◆ **RECORD SET**
((

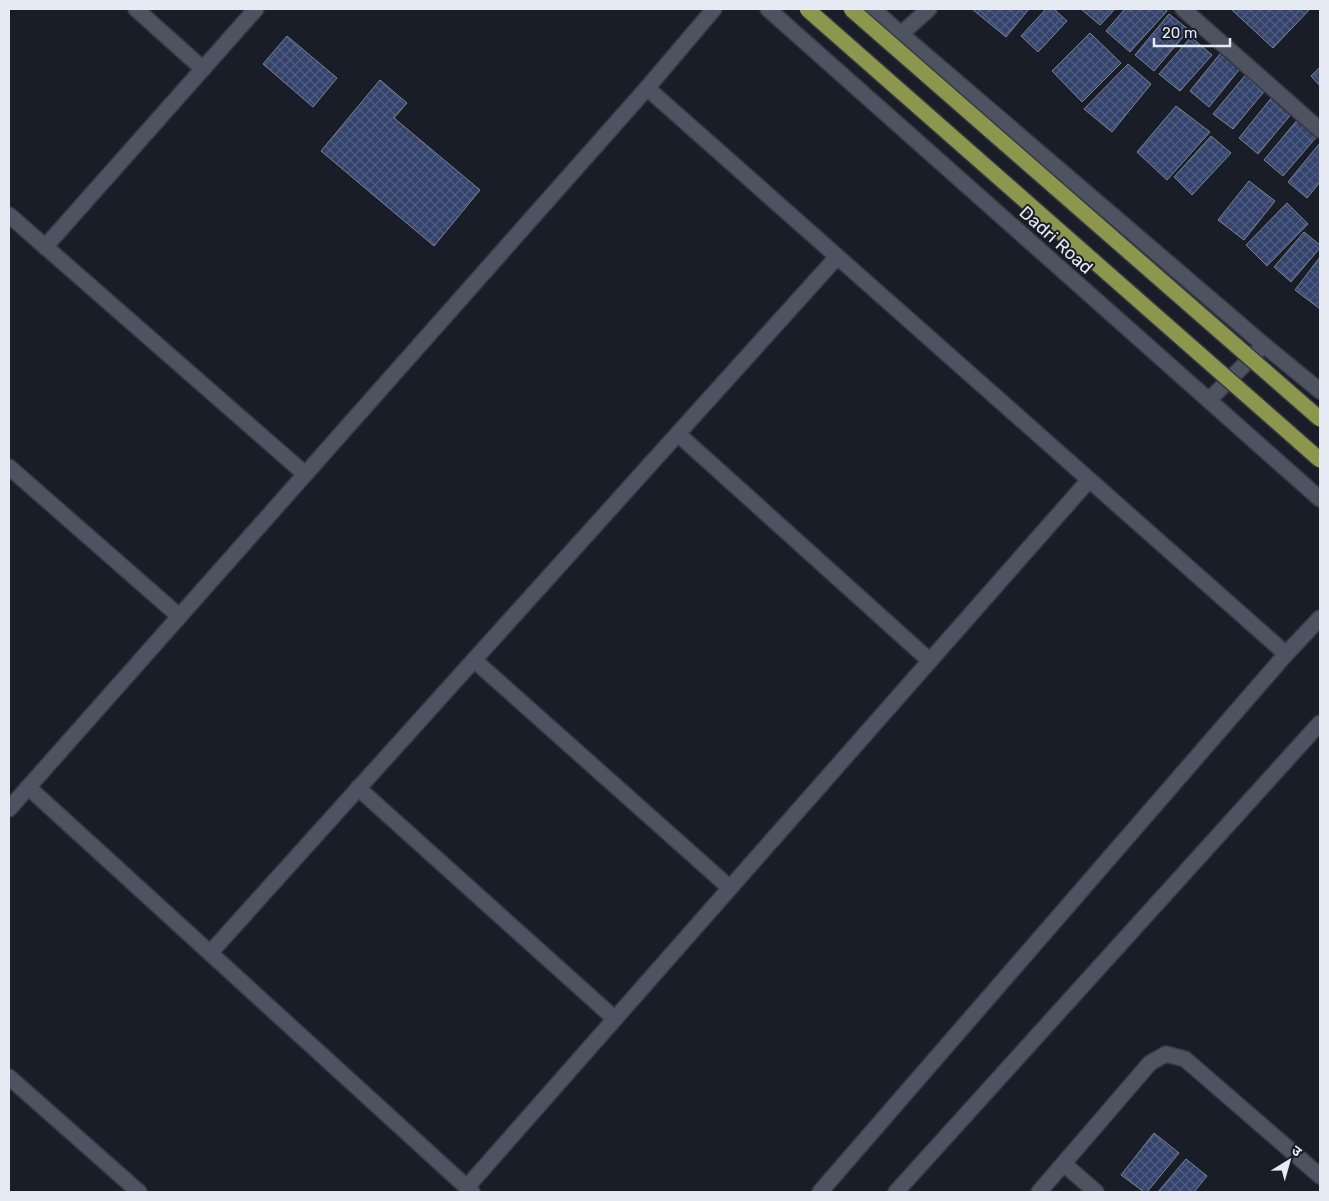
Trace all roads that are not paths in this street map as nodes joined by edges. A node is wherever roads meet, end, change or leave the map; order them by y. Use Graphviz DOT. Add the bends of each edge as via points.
graph roads {
  1 [pos="136,9"];
  2 [pos="256,9"];
  3 [pos="714,9"];
  4 [pos="768,9"];
  5 [pos="807,9"];
  6 [pos="851,9"];
  7 [pos="873,9"];
  8 [pos="929,9"];
  9 [pos="1183,9"];
  10 [pos="900,34"];
  11 [pos="203,69"];
  12 [pos="647,88"];
  13 [pos="1320,130"];
  14 [pos="9,215"];
  15 [pos="45,247"];
  16 [pos="837,257"];
  17 [pos="1264,345"];
  18 [pos="1320,391"];
  19 [pos="1209,400"];
  20 [pos="1320,419"];
  21 [pos="678,434"];
  22 [pos="1320,460"];
  23 [pos="9,467"];
  24 [pos="305,474"];
  25 [pos="1089,480"];
  26 [pos="1320,499"];
  27 [pos="179,616"];
  28 [pos="1320,618"];
  29 [pos="1286,654"];
  30 [pos="474,660"];
  31 [pos="930,661"];
  32 [pos="1320,723"];
  33 [pos="28,787"];
  34 [pos="358,788"];
  35 [pos="9,809"];
  36 [pos="730,888"];
  37 [pos="210,953"];
  38 [pos="615,1018"];
  39 [pos="9,1077"];
  40 [pos="1064,1164"];
  41 [pos="1320,1176"];
  42 [pos="470,1190"];
  43 [pos="139,1192"];
  44 [pos="820,1192"];
  45 [pos="896,1192"];
  46 [pos="1039,1192"];
  47 [pos="1096,1192"];
  1 -- 11 [label="street"];
  2 -- 11 [label="street"];
  3 -- 12 [label="street"];
  4 -- 19 [label="street, Dadri Road"];
  5 -- 22 [label="main road, bridge"];
  6 -- 20 [label="main road, bridge"];
  7 -- 10 [label="street"];
  8 -- 10 [label="street"];
  9 -- 13 [label="street"];
  10 -- 17 [label="street"];
  11 -- 15 [label="street"];
  12 -- 16 [label="street"];
  12 -- 24 [label="street"];
  14 -- 15 [label="street"];
  15 -- 24 [label="street"];
  16 -- 21 [label="street"];
  16 -- 25 [label="street"];
  17 -- 18 [label="street"];
  17 -- 19 [label="street"];
  19 -- 26 [label="street, Dadri Road"];
  21 -- 30 [label="street"];
  21 -- 31 [label="street"];
  23 -- 27 [label="street"];
  24 -- 27 [label="street"];
  25 -- 29 [label="street"];
  25 -- 31 [label="street"];
  27 -- 33 [label="street"];
  28 -- 29 [label="street"];
  29 -- 44 [label="street"];
  30 -- 34 [label="street"];
  30 -- 36 [label="street"];
  31 -- 36 [label="street"];
  32 -- 45 [label="street"];
  33 -- 35 [label="street"];
  33 -- 37 [label="street"];
  34 -- 37 [label="street"];
  34 -- 38 [label="street"];
  36 -- 38 [label="street"];
  37 -- 42 [label="street"];
  38 -- 42 [label="street"];
  39 -- 43 [label="street"];
  40 -- 41 [label="street" via="1150,1063 1166,1054 1185,1059"];
  40 -- 46 [label="street"];
  40 -- 47 [label="street"];
}
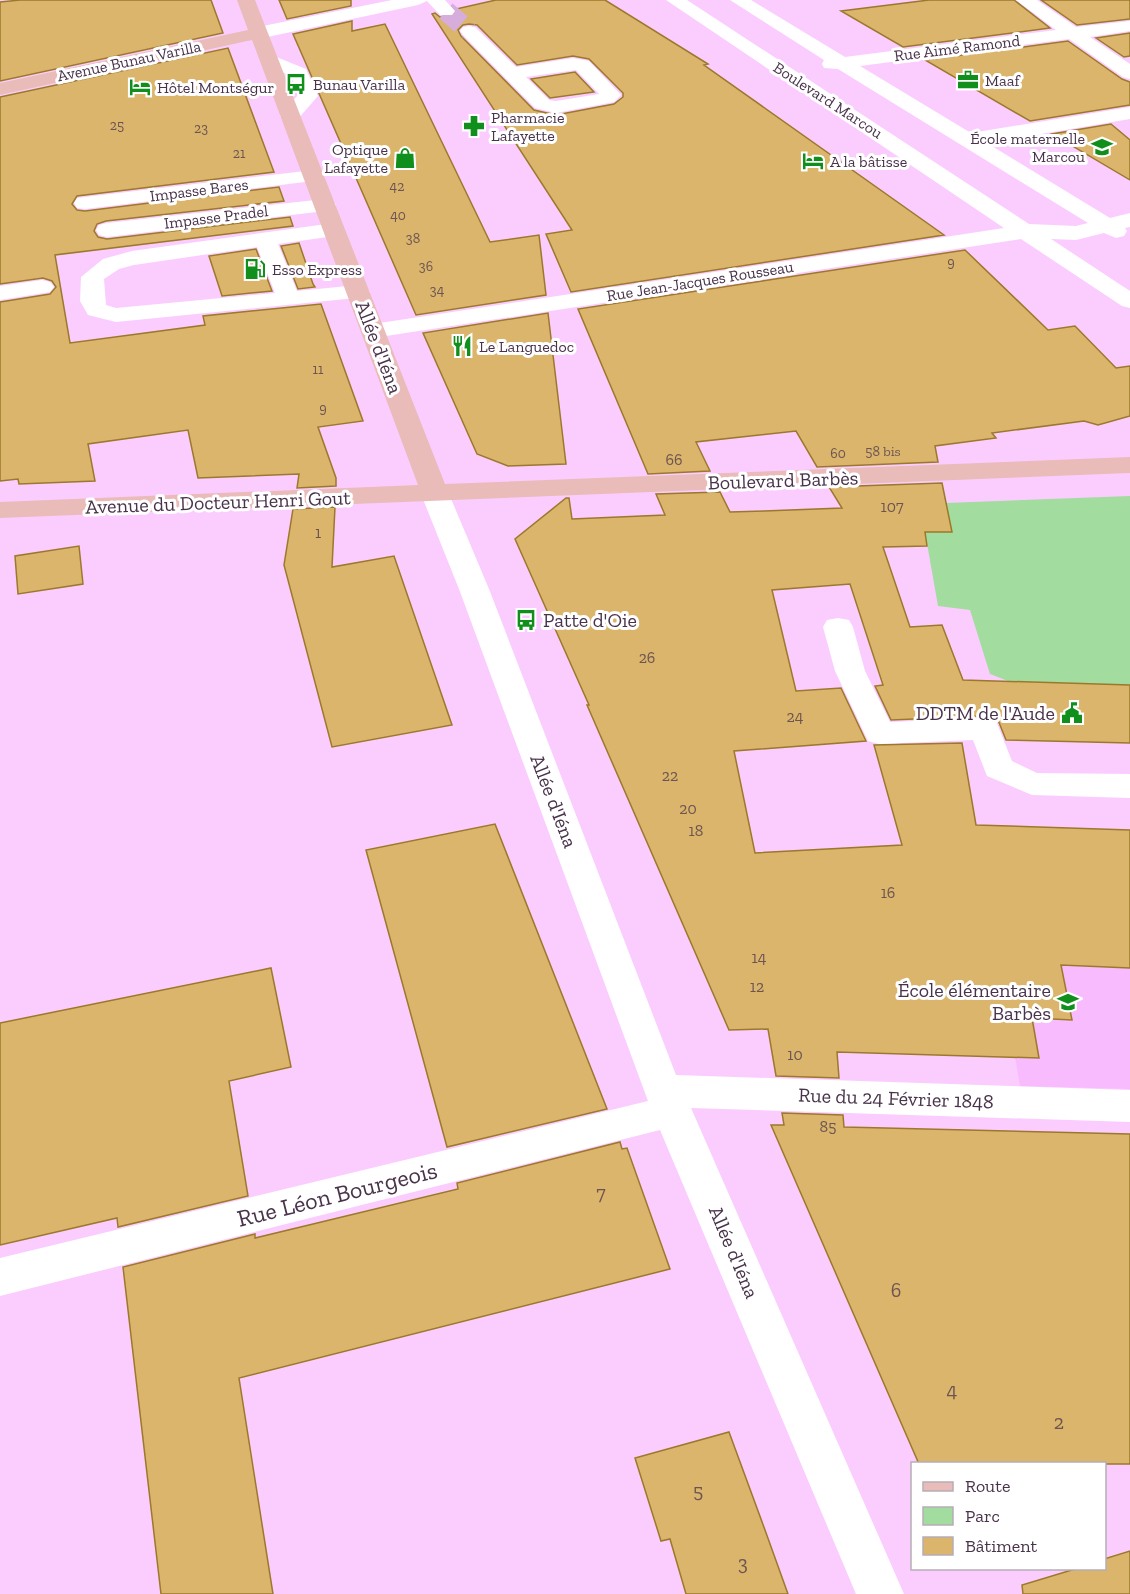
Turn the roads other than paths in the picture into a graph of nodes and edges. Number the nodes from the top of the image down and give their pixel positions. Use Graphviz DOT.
graph roads {
  1 [pos="246,0"];
  2 [pos="418,0"];
  3 [pos="675,0"];
  4 [pos="739,0"];
  5 [pos="1025,0"];
  6 [pos="1097,12"];
  7 [pos="1130,26"];
  8 [pos="469,31"];
  9 [pos="258,33"];
  10 [pos="1073,33"];
  11 [pos="838,63"];
  12 [pos="785,71"];
  13 [pos="513,73"];
  14 [pos="1130,73"];
  15 [pos="0,89"];
  16 [pos="1130,113"];
  17 [pos="967,140"];
  18 [pos="314,177"];
  19 [pos="85,203"];
  20 [pos="325,205"];
  21 [pos="1130,220"];
  22 [pos="1107,225"];
  23 [pos="107,230"];
  24 [pos="334,230"];
  25 [pos="1027,231"];
  26 [pos="265,240"];
  27 [pos="1130,240"];
  28 [pos="42,287"];
  29 [pos="358,292"];
  30 [pos="0,293"];
  31 [pos="288,297"];
  32 [pos="1130,301"];
  33 [pos="373,332"];
  34 [pos="1130,465"];
  35 [pos="435,494"];
  36 [pos="0,510"];
  37 [pos="838,627"];
  38 [pos="1130,786"];
  39 [pos="668,1101"];
  40 [pos="1130,1106"];
  41 [pos="0,1277"];
  42 [pos="880,1594"];
  1 -- 9 [label="main road, Allée d'Iéna"];
  2 -- 9 [label="street"];
  3 -- 12 [label="street, Boulevard Marcou"];
  4 -- 11 [label="street"];
  5 -- 10 [label="street"];
  6 -- 10 [label="street"];
  7 -- 10 [label="street, Rue Aimé Ramond"];
  8 -- 13 [label="street"];
  9 -- 15 [label="main road, Avenue Bunau Varilla"];
  9 -- 18 [label="main road, Allée d'Iéna"];
  10 -- 11 [label="street, Rue Aimé Ramond"];
  10 -- 14 [label="street"];
  11 -- 12 [label="street, Rue Aimé Ramond"];
  11 -- 17 [label="street"];
  12 -- 25 [label="street, Boulevard Marcou"];
  16 -- 17 [label="street"];
  17 -- 22 [label="street"];
  18 -- 19 [label="street, Impasse Bares"];
  18 -- 20 [label="main road, Allée d'Iéna"];
  20 -- 23 [label="street, Impasse Pradel"];
  20 -- 24 [label="main road, Allée d'Iéna"];
  21 -- 22 [label="street, Rue Jean-Jacques Rousseau"];
  22 -- 25 [label="street, Rue Jean-Jacques Rousseau"];
  22 -- 27 [label="street"];
  24 -- 26 [label="street"];
  24 -- 29 [label="main road, Allée d'Iéna"];
  25 -- 32 [label="street, Boulevard Marcou"];
  25 -- 33 [label="street, Rue Jean-Jacques Rousseau"];
  26 -- 31 [label="street"];
  26 -- 31 [label="street"];
  28 -- 30 [label="street"];
  29 -- 31 [label="street"];
  29 -- 33 [label="main road, Allée d'Iéna"];
  33 -- 35 [label="main road, Allée d'Iéna"];
  34 -- 35 [label="main road, Boulevard Barbès"];
  35 -- 36 [label="main road, Avenue du Docteur Henri Gout"];
  35 -- 39 [label="street, Allée d'Iéna"];
  37 -- 38 [label="street"];
  39 -- 40 [label="street, Rue du 24 Février 1848"];
  39 -- 41 [label="street, Rue Léon Bourgeois"];
  39 -- 42 [label="street, Allée d'Iéna"];
}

))

◆ **EXERCISE GOAL**
Search the listing for the word "Dadri", and copy every line in which it is found.

◆ **YOUR SOLUTION**
  4 -- 19 [label="street, Dadri Road"];
  19 -- 26 [label="street, Dadri Road"];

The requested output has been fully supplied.